80
Bir evrenin Logos'u ile o evrenin gezgin atomları arasında nitelik değil de, derece farkının olduğundan
bahsetmiştik. Aynı şeyleri, bir gezgin atomla bir cansız atom hakkında da söyleyebiliriz.
(ÇOK
ÖNEMLİ)
Güneş evriminin başlarında Büyük Varlık tarafından taşınan Kozmik atomlardan sadece oldukça gelişmiş
olanları o evrende gezgin atomlar haline dönüşürler ve uzaydaki izlerinde Logos damgasını taşırlar. Farklı
bir durum sergileyen ilk üç kümenin atomlarını hariç tutarsak,
bu gezgin atomlar insan evrimiyle
doğrudan ilişkilidirler ve aralarında, yapılarında mevcut faktörlerden kaynaklanan derece farklılıkları
gözlenir.
(ÇOK ÖNEMLİ)
Cansız atomlar, gezgin atomlardan daha az gelişmiş durumdadırlar ve
Güneş evrimi boyunca, gelişme
derecelerine göre sürekli Logos tesirlerine maruz kalır ve bu tesirleri yavaş yavaş özümserler. İşte bitkisel
ve hayvansal yaşamın 'Üstün Ruhu', Logos tesirlerini alan bu tür cansız atomlardan gelişir.
(ÇOK
ÖNEMLİ)
11
İnsana ait temel 'ses', bir İlahi Kıvılcımın gelişiminde saklıdır.
Kıvılcımın taşıdığı Logos damgası,
resimsel bir kavramdan ziyade, bir ses titreşimi olarak algılanmalıdır.
Eski numeroloji öğretilerinin
temelinde, işte bu tür bir asal veya temel ses kavrayışı yatar.

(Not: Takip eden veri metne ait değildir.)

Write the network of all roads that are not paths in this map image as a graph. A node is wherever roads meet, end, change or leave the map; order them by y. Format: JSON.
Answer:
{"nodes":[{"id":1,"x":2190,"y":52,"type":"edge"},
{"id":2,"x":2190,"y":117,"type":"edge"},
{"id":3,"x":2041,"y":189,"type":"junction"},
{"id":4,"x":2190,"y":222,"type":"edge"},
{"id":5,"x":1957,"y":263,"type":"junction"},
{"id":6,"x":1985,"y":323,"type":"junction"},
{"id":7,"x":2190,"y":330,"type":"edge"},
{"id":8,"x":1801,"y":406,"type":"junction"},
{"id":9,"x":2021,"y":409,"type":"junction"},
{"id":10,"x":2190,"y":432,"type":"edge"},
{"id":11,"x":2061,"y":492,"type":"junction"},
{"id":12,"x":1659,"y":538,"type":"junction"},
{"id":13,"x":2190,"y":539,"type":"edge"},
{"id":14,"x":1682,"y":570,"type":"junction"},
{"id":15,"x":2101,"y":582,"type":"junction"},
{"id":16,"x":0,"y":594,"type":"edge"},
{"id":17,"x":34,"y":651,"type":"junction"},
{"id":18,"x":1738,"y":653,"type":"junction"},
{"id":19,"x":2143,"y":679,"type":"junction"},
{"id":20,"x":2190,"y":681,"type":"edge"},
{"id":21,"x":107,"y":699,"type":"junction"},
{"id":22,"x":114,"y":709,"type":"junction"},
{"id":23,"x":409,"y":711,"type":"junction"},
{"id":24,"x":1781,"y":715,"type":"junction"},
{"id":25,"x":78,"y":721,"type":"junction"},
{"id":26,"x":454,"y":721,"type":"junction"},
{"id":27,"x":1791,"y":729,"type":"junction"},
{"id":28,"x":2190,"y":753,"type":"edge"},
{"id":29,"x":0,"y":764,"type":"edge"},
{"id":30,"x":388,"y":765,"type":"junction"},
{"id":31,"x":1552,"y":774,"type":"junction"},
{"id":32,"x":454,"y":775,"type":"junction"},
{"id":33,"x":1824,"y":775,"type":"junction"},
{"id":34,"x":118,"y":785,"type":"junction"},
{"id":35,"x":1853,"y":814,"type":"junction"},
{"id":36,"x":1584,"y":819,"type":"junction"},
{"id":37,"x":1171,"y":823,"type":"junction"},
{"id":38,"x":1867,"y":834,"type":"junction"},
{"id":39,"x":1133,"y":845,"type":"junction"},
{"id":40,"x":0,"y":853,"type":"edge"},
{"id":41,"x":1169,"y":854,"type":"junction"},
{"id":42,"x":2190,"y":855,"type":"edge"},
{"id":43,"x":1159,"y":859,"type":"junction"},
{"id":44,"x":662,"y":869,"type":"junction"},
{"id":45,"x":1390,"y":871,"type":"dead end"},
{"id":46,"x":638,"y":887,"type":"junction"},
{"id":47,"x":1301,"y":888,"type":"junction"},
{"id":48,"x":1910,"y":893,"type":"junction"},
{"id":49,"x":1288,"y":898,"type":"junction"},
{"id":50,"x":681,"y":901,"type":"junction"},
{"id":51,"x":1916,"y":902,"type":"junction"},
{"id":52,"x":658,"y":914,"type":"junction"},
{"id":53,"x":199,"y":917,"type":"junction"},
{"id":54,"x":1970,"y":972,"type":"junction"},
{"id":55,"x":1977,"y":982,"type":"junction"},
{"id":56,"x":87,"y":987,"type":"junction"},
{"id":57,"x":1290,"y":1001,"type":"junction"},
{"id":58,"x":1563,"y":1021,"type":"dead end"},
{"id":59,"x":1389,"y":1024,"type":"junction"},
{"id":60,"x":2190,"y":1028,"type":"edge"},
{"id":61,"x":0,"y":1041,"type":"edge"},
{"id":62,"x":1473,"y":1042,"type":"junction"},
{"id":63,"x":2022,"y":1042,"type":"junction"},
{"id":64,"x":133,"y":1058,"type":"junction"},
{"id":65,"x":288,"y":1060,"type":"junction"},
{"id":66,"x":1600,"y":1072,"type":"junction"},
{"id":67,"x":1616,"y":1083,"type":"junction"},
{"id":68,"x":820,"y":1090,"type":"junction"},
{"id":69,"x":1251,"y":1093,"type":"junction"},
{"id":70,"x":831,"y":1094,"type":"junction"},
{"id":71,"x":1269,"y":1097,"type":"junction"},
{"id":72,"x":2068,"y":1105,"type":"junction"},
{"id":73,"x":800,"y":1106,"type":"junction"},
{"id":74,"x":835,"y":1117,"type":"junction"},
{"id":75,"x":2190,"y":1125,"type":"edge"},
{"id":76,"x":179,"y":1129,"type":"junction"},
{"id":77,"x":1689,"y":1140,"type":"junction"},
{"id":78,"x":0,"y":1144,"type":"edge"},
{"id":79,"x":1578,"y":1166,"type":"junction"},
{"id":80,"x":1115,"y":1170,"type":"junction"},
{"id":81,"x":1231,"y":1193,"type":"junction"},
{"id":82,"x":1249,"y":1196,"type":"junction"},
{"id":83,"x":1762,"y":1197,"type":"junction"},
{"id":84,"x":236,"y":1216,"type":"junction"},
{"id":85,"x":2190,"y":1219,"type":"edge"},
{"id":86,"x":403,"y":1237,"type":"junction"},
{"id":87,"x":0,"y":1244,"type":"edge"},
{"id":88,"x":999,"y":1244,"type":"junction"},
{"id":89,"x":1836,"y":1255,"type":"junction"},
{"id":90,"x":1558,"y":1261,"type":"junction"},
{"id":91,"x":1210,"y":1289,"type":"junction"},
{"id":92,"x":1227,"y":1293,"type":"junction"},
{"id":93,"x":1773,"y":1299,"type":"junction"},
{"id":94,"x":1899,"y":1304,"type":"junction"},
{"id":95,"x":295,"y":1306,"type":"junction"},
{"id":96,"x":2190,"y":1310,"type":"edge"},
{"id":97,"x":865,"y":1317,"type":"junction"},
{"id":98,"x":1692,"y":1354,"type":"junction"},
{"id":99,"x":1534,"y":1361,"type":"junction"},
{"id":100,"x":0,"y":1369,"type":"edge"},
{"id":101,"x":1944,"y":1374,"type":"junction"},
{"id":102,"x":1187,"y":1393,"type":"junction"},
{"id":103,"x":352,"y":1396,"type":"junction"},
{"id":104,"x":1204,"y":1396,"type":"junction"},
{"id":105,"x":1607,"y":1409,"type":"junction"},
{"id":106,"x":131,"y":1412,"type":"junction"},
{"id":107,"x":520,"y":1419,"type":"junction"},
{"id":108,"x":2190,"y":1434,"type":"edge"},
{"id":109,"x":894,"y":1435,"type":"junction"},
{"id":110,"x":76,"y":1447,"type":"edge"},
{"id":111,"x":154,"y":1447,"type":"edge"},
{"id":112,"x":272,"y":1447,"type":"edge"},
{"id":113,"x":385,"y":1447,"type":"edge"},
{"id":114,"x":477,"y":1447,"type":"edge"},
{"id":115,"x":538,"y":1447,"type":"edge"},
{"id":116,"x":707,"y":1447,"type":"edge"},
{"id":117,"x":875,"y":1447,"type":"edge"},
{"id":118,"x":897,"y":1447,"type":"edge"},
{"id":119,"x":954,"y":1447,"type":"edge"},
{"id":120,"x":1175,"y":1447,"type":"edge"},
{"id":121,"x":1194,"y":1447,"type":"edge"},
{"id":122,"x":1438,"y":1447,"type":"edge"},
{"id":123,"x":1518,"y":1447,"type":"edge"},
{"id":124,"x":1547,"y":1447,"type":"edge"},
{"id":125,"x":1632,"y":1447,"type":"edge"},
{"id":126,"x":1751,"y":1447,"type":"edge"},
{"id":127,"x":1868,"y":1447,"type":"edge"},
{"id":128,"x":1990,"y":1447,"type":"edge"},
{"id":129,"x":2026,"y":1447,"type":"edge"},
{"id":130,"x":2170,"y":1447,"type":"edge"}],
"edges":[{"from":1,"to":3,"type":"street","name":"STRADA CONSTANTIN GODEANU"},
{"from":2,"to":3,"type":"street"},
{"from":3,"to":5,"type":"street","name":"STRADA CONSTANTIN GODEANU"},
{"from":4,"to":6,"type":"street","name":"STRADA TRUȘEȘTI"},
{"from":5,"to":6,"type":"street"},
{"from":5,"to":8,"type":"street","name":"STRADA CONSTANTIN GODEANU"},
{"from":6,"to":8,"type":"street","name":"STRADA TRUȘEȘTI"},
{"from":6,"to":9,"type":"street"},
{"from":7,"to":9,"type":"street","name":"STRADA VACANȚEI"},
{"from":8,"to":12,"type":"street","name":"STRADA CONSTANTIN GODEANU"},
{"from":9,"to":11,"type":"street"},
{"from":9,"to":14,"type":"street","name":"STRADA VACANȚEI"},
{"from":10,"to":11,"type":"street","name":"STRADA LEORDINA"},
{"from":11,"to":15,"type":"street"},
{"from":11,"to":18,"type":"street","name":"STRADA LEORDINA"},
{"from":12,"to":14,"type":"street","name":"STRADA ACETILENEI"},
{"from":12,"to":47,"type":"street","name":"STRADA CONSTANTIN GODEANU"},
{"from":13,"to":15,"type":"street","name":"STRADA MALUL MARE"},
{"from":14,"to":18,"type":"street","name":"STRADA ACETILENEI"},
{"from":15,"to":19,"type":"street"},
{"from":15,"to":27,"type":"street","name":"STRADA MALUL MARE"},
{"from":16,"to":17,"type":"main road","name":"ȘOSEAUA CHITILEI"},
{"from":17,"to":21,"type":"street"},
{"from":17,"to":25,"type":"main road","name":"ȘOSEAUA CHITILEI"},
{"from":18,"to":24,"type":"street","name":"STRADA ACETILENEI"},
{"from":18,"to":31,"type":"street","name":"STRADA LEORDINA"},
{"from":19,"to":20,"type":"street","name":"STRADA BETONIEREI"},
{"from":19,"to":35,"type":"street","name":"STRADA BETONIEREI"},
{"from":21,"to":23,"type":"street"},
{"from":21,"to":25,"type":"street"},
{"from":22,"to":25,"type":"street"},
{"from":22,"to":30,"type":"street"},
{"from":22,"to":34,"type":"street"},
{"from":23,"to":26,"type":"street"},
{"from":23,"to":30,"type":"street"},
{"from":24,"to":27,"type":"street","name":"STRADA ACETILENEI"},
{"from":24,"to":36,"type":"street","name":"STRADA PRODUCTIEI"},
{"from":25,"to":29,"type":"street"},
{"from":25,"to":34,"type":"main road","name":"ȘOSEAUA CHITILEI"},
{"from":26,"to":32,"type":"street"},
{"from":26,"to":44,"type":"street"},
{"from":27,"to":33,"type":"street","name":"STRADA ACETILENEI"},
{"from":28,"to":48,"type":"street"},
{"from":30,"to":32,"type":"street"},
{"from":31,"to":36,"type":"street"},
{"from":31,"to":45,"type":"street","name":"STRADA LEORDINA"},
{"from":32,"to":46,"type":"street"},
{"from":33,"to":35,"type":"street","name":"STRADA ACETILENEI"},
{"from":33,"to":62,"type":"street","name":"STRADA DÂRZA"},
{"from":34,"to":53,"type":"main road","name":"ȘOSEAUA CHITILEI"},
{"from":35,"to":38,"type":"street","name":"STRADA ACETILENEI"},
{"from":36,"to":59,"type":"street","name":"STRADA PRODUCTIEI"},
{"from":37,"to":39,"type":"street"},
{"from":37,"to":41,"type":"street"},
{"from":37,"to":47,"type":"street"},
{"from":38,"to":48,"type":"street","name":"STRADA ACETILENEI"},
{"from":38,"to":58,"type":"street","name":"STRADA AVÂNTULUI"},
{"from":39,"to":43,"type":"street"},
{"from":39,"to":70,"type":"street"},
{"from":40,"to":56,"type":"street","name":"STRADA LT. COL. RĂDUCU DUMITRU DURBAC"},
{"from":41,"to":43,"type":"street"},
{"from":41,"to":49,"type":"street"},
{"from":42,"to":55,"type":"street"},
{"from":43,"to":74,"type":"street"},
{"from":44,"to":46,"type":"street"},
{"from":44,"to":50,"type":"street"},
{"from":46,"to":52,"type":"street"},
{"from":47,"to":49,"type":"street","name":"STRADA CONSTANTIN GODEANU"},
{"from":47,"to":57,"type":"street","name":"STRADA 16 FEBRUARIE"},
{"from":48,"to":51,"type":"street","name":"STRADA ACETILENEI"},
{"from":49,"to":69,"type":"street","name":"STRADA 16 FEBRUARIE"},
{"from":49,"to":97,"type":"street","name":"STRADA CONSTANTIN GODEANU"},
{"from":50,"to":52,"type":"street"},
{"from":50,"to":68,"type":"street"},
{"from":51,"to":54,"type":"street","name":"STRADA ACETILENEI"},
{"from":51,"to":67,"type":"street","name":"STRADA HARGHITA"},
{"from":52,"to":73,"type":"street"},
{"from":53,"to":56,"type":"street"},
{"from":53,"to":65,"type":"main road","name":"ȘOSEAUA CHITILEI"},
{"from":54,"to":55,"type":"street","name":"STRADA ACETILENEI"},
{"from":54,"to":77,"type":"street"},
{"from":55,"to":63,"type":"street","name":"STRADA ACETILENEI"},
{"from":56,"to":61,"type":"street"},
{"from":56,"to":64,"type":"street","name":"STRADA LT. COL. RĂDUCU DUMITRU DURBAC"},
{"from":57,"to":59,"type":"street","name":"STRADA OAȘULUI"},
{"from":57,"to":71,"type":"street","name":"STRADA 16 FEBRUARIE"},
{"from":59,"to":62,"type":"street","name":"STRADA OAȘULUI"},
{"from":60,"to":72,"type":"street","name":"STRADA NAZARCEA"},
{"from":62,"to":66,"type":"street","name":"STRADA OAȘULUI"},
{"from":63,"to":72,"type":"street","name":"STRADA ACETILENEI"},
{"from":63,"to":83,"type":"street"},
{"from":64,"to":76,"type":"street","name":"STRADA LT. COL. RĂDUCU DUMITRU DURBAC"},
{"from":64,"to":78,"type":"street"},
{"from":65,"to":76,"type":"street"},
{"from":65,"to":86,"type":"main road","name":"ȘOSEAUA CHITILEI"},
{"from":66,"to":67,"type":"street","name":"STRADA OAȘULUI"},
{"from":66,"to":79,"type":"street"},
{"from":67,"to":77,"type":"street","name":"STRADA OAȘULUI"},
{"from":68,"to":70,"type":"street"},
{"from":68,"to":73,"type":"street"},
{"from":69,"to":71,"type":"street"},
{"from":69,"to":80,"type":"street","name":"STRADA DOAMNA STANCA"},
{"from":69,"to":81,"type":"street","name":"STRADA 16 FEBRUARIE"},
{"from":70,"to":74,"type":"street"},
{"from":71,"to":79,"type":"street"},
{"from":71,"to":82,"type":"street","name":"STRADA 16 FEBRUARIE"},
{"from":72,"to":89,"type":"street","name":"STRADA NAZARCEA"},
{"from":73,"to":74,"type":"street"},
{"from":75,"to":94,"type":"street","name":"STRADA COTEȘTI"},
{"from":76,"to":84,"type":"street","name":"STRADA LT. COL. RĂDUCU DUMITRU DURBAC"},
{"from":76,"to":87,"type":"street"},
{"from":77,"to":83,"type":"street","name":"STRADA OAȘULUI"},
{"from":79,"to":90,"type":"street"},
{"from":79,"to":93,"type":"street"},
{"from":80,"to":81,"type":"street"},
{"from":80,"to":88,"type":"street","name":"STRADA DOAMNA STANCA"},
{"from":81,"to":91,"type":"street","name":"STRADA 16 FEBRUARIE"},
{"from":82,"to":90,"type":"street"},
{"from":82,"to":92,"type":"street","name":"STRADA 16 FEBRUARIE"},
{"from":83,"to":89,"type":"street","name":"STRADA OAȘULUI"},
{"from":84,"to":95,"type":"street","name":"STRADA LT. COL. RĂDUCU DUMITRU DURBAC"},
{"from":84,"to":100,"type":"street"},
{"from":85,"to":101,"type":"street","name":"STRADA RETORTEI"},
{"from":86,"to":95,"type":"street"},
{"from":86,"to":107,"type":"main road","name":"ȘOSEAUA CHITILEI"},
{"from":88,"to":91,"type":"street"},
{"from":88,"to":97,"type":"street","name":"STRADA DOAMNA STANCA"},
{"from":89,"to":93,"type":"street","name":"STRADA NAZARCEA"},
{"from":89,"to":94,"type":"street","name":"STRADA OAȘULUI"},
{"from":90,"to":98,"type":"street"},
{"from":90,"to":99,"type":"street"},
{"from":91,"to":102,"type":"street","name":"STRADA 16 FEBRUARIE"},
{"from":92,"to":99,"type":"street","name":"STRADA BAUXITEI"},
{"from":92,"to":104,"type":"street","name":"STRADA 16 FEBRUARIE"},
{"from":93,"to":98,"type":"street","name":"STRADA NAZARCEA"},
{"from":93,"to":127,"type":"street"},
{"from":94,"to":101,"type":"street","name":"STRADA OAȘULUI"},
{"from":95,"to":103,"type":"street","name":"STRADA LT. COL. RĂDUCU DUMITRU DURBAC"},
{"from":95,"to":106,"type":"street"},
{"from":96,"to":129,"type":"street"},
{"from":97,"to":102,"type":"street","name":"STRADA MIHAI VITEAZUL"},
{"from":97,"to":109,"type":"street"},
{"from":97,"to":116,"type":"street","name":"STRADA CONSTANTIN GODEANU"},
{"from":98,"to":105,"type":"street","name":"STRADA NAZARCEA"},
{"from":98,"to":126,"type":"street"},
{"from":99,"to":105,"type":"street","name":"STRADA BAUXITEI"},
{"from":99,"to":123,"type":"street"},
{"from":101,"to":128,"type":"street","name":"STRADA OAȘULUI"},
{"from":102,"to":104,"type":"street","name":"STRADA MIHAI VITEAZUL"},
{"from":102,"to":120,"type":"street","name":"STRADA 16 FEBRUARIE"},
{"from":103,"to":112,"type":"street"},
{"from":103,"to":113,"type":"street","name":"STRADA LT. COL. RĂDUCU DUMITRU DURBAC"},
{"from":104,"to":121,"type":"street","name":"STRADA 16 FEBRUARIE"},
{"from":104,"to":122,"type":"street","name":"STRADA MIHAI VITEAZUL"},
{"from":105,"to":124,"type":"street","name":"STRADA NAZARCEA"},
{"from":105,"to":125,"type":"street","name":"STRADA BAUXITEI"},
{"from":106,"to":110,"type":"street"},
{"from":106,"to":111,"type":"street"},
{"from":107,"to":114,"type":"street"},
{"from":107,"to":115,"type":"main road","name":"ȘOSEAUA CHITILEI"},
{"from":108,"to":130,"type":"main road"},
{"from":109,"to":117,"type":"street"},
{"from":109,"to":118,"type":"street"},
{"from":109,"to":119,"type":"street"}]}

Logos tesirlerinin damgalanmasında, esas olarak, Logos Üçleminin Sevgi olarak bilinen parçası etkendir.
12
Üç Ana Küme'nin her biri, Logos'un asal halkalardan kaynaklanan asal niteliklerinden birinin sebep
olduğu bir impuls ile tezahür ortamına projekte edilir
. Bu üç küme diğerlerinden farklı bir nitelik sergiler.
Sonraki kümeler hem Logos' un, hem de üç Ana Küme'nin, yani Ateşin, Formun ve Zihnin Lortlarının,
tesirleri altında gelişirler. Bu nedenle bu kümeler, Kozmik Halkaların tesirlerinin yanı sıra, Logos
impulsunu aldıkları anda dominant olan Işınların tesirlerini de taşırlar.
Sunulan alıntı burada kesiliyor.